====== SOURCE DATA

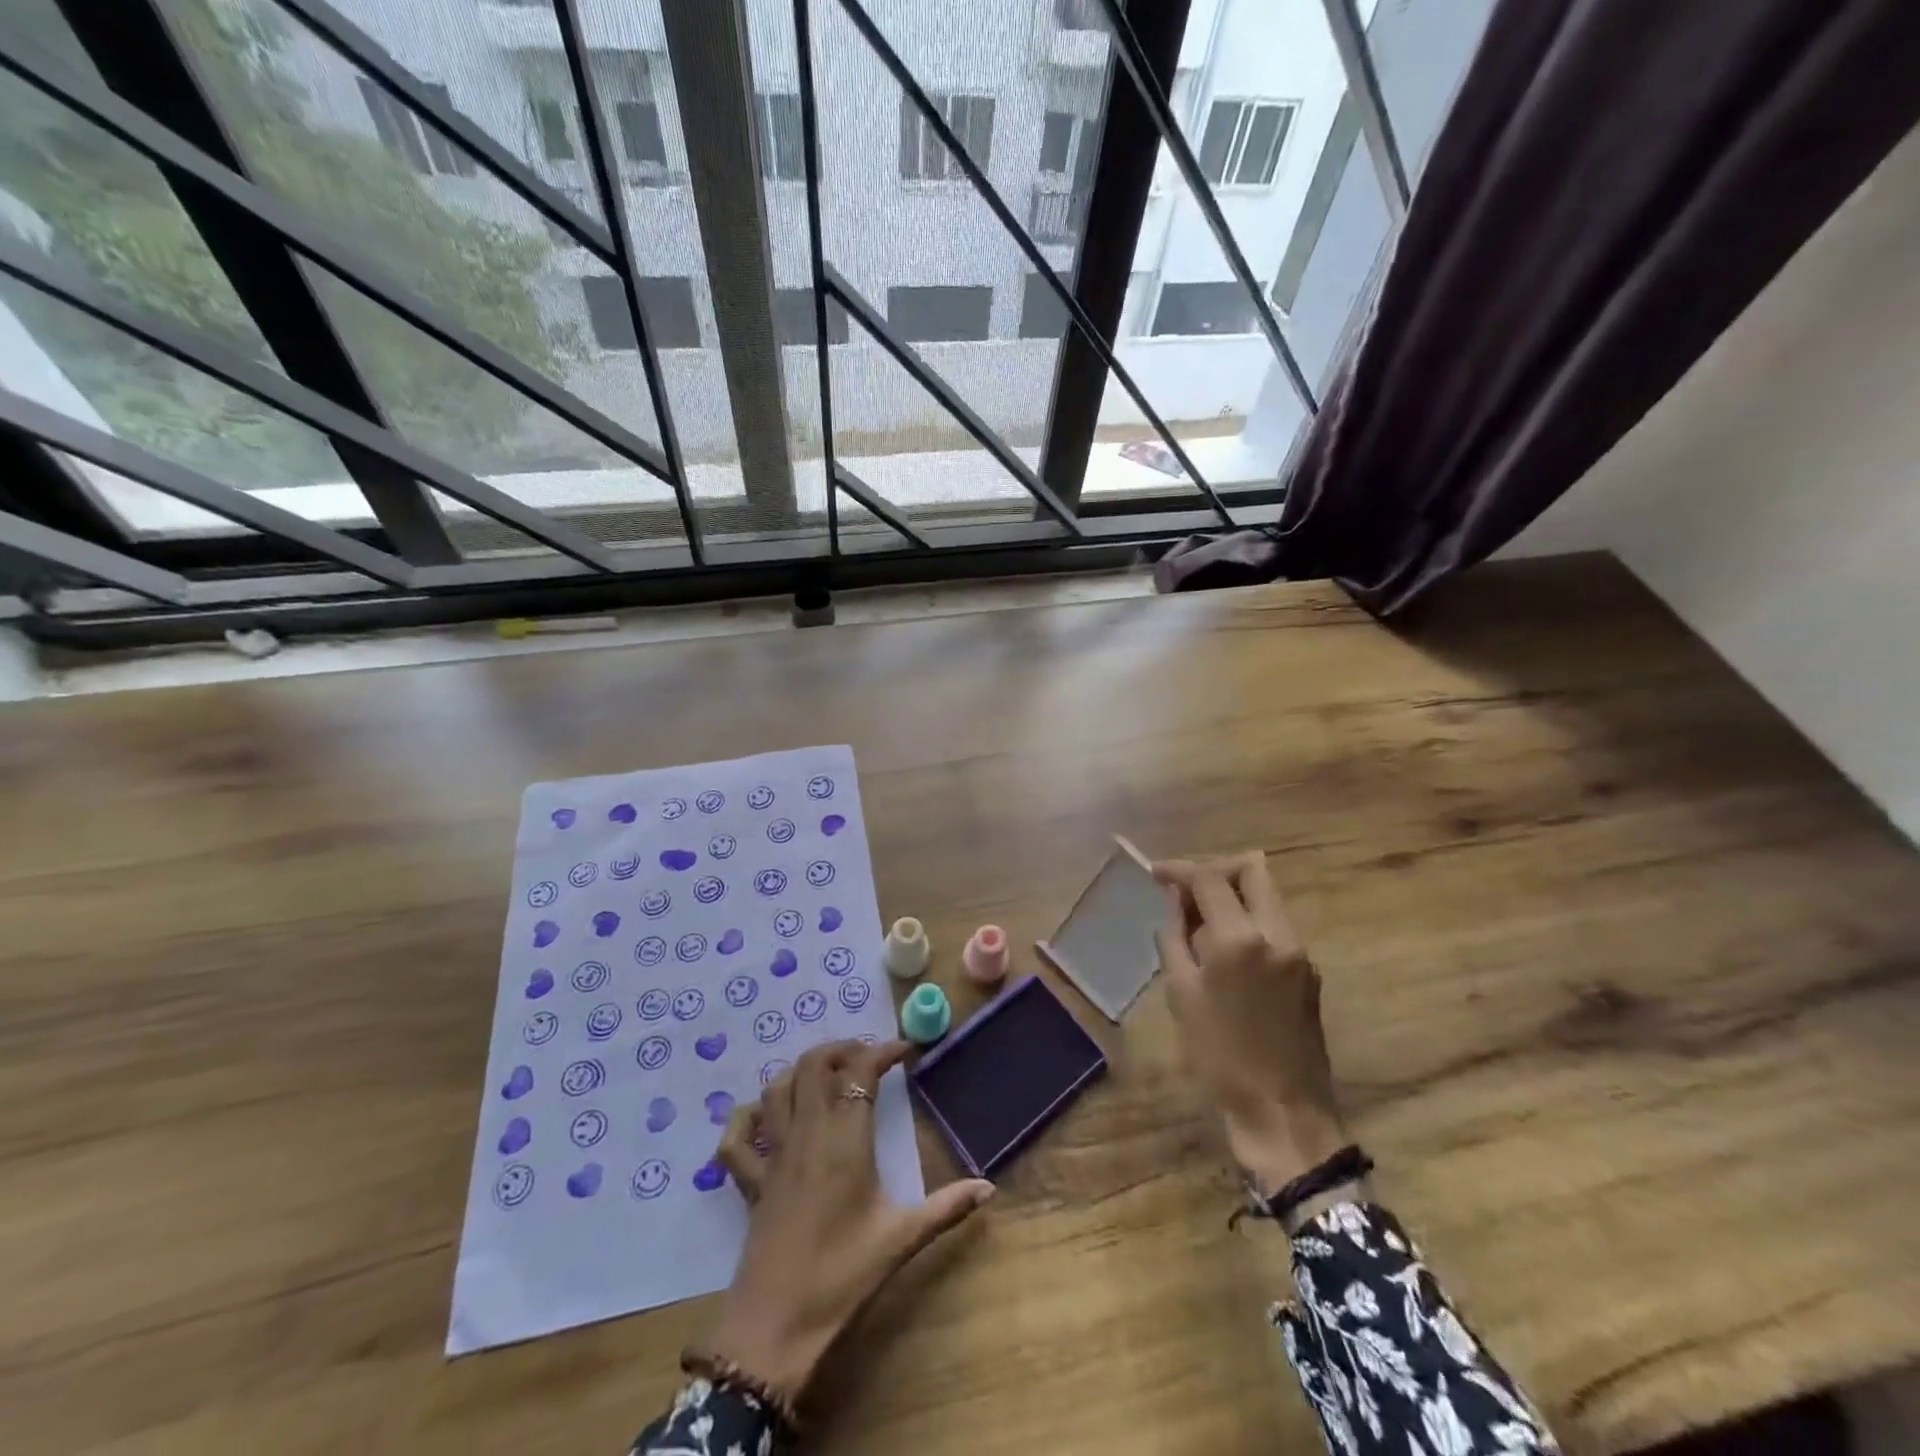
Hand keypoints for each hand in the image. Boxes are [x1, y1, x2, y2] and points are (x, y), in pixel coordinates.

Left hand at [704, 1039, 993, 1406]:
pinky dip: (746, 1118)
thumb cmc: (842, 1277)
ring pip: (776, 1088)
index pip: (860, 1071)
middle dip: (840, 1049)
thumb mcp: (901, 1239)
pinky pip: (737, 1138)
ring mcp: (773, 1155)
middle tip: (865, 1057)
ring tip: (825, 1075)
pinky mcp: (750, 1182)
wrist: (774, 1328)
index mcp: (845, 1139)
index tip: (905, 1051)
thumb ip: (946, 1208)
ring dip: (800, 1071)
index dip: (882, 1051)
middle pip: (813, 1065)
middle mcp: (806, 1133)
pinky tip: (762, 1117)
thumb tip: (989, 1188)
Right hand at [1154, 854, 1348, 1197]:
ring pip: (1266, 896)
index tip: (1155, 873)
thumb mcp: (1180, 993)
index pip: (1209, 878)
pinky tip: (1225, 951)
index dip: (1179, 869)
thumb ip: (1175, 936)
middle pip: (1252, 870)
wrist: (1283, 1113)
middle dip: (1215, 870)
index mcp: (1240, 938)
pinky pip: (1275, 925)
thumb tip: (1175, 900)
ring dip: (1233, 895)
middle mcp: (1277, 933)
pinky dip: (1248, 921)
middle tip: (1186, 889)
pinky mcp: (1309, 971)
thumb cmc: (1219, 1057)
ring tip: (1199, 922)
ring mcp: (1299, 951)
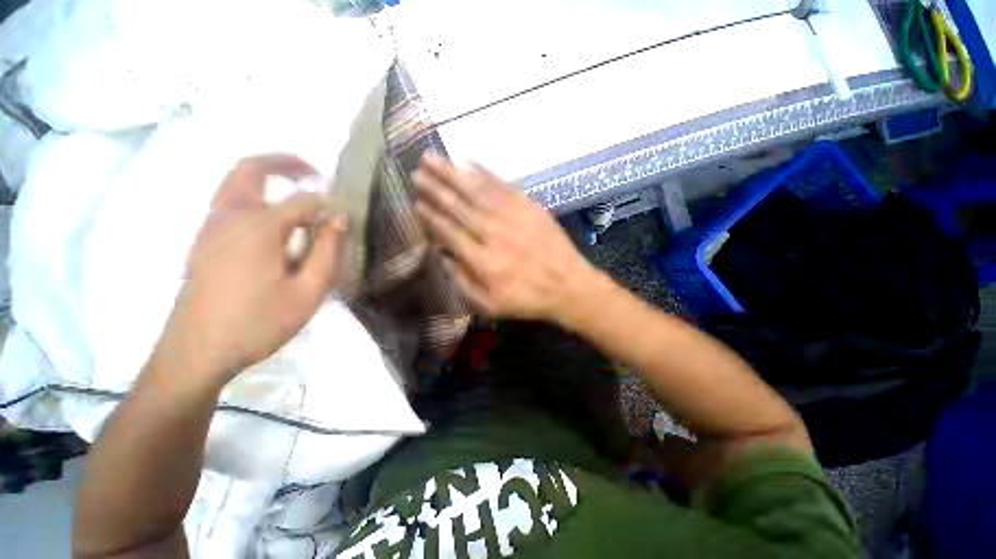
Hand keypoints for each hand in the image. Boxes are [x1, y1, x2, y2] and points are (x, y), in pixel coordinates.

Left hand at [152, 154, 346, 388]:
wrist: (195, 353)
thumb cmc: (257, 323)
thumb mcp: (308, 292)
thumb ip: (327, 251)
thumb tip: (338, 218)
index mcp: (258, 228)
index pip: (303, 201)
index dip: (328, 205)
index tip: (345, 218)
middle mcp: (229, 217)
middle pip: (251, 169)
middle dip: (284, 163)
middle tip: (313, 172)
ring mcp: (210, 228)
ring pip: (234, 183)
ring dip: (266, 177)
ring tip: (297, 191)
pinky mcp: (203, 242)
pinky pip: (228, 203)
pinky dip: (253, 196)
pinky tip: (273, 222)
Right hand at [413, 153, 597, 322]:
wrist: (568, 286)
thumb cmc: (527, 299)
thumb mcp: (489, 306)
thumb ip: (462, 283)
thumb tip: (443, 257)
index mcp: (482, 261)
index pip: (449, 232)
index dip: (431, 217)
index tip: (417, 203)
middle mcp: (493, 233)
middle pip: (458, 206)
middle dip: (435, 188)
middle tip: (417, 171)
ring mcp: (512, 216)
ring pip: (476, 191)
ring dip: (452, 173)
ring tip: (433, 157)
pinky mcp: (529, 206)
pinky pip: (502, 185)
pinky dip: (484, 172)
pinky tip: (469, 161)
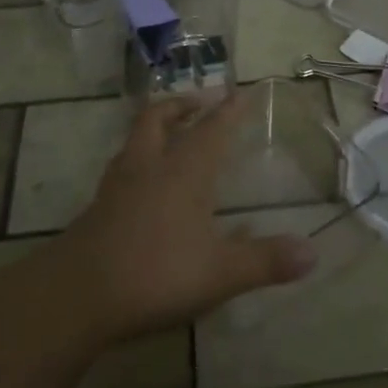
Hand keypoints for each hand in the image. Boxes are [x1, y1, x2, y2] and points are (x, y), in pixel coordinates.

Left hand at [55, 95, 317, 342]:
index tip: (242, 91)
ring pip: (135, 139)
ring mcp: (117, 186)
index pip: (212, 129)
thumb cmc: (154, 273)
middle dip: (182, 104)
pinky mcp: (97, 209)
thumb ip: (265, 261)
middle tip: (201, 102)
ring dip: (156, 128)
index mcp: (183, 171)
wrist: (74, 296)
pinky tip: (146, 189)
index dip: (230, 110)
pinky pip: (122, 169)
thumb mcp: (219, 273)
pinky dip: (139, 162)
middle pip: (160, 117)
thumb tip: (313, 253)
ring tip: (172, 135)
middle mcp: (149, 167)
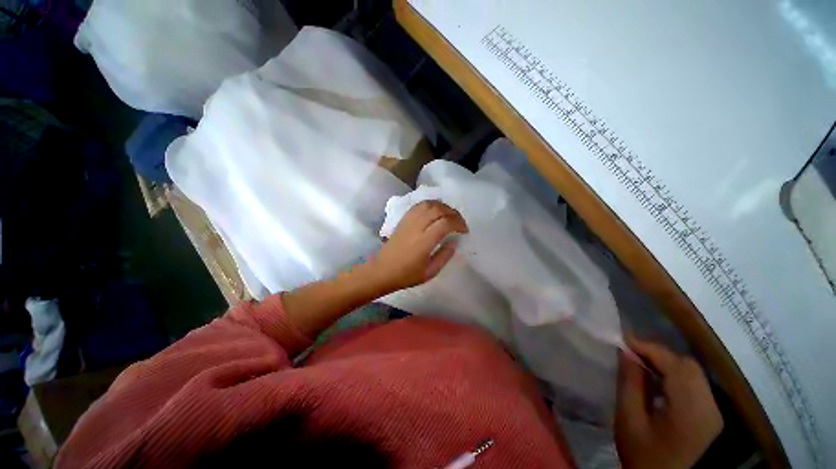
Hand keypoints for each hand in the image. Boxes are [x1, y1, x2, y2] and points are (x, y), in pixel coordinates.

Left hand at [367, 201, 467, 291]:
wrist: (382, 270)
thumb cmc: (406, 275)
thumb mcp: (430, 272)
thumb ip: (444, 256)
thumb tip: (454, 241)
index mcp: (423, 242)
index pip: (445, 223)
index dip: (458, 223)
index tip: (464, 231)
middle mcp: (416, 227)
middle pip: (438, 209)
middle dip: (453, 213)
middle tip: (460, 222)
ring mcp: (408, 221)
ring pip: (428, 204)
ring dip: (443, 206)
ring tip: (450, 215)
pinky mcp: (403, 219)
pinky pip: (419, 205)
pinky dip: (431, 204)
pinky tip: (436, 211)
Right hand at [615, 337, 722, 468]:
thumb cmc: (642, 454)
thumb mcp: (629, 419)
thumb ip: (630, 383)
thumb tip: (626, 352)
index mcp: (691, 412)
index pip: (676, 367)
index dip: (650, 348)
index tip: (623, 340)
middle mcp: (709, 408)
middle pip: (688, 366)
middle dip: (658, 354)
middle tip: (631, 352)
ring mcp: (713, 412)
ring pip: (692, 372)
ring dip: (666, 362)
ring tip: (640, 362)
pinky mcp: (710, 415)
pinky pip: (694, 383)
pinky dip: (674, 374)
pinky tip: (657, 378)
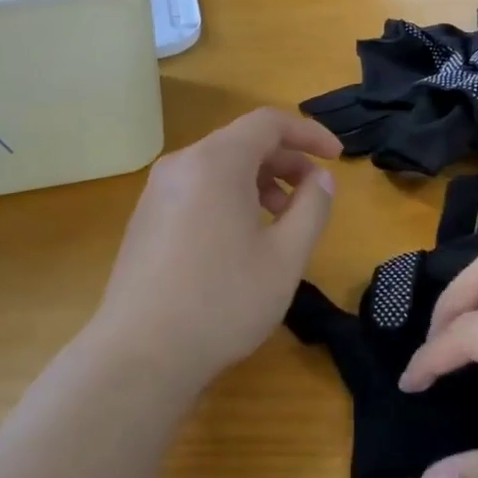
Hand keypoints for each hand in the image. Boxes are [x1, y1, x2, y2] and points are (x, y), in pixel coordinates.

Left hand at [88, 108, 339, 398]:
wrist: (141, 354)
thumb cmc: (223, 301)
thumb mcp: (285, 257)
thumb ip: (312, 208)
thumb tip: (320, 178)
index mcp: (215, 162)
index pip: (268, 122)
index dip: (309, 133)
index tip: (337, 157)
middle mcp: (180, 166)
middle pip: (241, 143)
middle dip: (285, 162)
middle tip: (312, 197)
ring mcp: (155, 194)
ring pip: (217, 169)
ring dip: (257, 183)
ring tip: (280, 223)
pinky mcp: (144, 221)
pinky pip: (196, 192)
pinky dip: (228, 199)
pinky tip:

============

- _INSTRUCTIONS FOR THE TASK_:
Go through the entries and retype them exactly, except for the images.

- _SOLVED PROBLEM_:
Hand keypoints for each hand in the image. Boxes are [x1, y1, x2, y2] and points are (x, y), in pixel coordinates.

Left hand at [704, 1039, 993, 1406]:
pinky dip: (746, 1118)
thumb cmc: (842, 1277)
ring pip: (776, 1088)
index pip: (860, 1071)
middle dip: (840, 1049)
thumb mcp: (901, 1239)
pinky pip: (737, 1138)
ring mcp: (773, 1155)
middle tip: (865, 1057)
ring tip: (825, 1075)
pinky mcp: (750, 1182)
wrist: (774, 1328)
index mcp: (845, 1139)
index tip: (905, 1051)
thumb ip: (946, 1208)
ring dip: (800, 1071)
index dip: (882, 1051)
middle pip: (813, 1065)
middle mcp: (806, 1133)
pinky tip: (762, 1117)
thumb tip: (989, 1188)
Right hand at [1154, 854, 1348, 1197]:
ring pip: (1266, 896)
index tip: (1155, 873)
thumb mcp: (1180, 993)
index pip: (1209, 878)
pinky tip: (1225, 951)
index dip: (1179, 869)
thumb ip: (1175, 936)
middle pip: (1252, 870)
wrist: (1283, 1113)
middle dip: (1215, 870)
index mcp: (1240, 938)
pinky pip: (1275, 925)
thumb tip: (1175, 900)
ring dip: (1233, 895)
middle mcp: (1277, 933)
pinky dip: (1248, 921)
middle tip: (1186, 889)
pinky mcp: (1309, 971)
thumb cmc: (1219, 1057)
ring tip: (1199, 922)
ring mcp: (1299, 951)
Hand keypoints for each hand in the image. Boxes are [x1, y1, x2, y2] and points are (x, y), in pixel coordinates.

Left hand at [152, 154, 346, 388]:
wrist: (195, 353)
thumb cmc: (257, 323)
thumb mcp: (308, 292)
thumb ip: (327, 251)
thumb tip: (338, 218)
index mcp: (258, 228)
index pip: (303, 201)
index dip: (328, 205)
index tip: (345, 218)
middle mcp: (229, 217)
middle pip: (251, 169)
middle dip: (284, 163)
middle tip: (313, 172)
ring mcp: (210, 228)
ring pip: (234, 183)
ring dip: (266, 177)
ring tip: (297, 191)
pinky mcp: (203, 242)
pinky pip: (228, 203)
pinky dip: (253, 196)
pinky tip: (273, 222)
Right hand at [413, 153, 597, 322]:
wrist: (568, 286)
thumb cmc: (527, 299)
thumb mcp: (489, 306)
thumb ip: (462, 283)
thumb tip: (443, 257)
index mcp: (482, 261)
index pip: (449, 232)
index dip: (431, 217)
index tip: (417, 203)
middle mcp: (493, 233)
middle pip: (458, 206)
middle dip: (435, 188)
middle tip: (417, 171)
ring mcp: (512, 216)
ring pip: (476, 191)
ring dip: (452, 173)
ring tip: (433, 157)
pinky mcp: (529, 206)
pinky pip: (502, 185)
pinky dip: (484, 172)
pinky tip: (469, 161)
Hand keypoints for each hand in the image. Boxes are [x1, y1, x2, y2] and points are (x, y), in pixel coordinates.

Left hand at [55, 95, 317, 342]:
index tip: (242, 91)
ring pip: (135, 139)
ring mcp: (117, 186)
index pip: (212, 129)
thumb cmc: (154, 273)
middle dip: (182, 104)
pinky mcp: (97, 209)
thumb ip: (265, 261)
middle tip: (201, 102)
ring dip: (156, 128)
index mcp: (183, 171)
wrist: (74, 296)
pinky tip: (146, 189)
index dip: (230, 110)
pinky pip: (122, 169)
thumb mcp: (219, 273)
pinky dip: (139, 162)
middle pip: (160, 117)
thumb tip: (313, 253)
ring tip: (172, 135)
middle mcp: (149, 167)
Hand keypoints for each hand in the image. Boxes are [x1, y1, x2, y2] and points are (x, y), in pixel coordinates.

Left hand at [367, 201, 467, 291]:
wrist: (382, 270)
thumb cmc: (406, 275)
thumb mcp: (430, 272)
thumb ip: (444, 256)
thumb tip: (454, 241)
index mcp: (423, 242)
index pip: (445, 223)
index dip: (458, 223)
index tip: (464, 231)
middle mcp: (416, 227)
middle pip: (438, 209)
middle dip: (453, 213)
middle tip: (460, 222)
ring mcp: (408, 221)
ring pip: (428, 204)
ring dip: (443, 206)
ring tip: (450, 215)
pinky mcp: (403, 219)
pinky pip: (419, 205)
pinky dip: (431, 204)
pinky tip: (436, 211)
Right hand at [615, 337, 722, 468]:
thumb cmc: (642, 454)
thumb mcp: (629, 419)
thumb ip: (630, 383)
thumb tip: (626, 352)
index mcp: (691, 412)
index pip: (676, 367)
index dip: (650, 348)
index tip: (623, 340)
middle mcp: (709, 408)
middle pip: (688, 366)
middle dip: (658, 354)
middle tip: (631, 352)
ring mcp: (713, 412)
ring pip: (692, 372)
ring dip: (666, 362)
ring tip: (640, 362)
pinky mcp: (710, 415)
pinky pip: (694, 383)
pinky dip: (674, 374)
pinky tip: (657, 378)
Hand keypoints for each hand in the image. Boxes are [x1, y1, x2, y2] and points are (x, y), in pixel coordinates.

Left hand at [88, 108, 339, 398]:
wrist: (141, 354)
thumb cmc: (223, 301)
thumb mcp: (285, 257)
thumb ip: (312, 208)
thumb tip: (320, 178)
index mcp: (215, 162)
index pip: (268, 122)
index dip: (309, 133)
index tip: (337, 157)
middle mcp: (180, 166)
middle pip: (241, 143)
middle dip: (285, 162)
middle tip: (312, 197)
ring mcp: (155, 194)
ring pip: (217, 169)
ring dip: (257, 183)
ring tip: (280, 223)
pinky mcp: (144, 221)
pinky pip: (196, 192)
pinky dip: (228, 199)
pinky tip:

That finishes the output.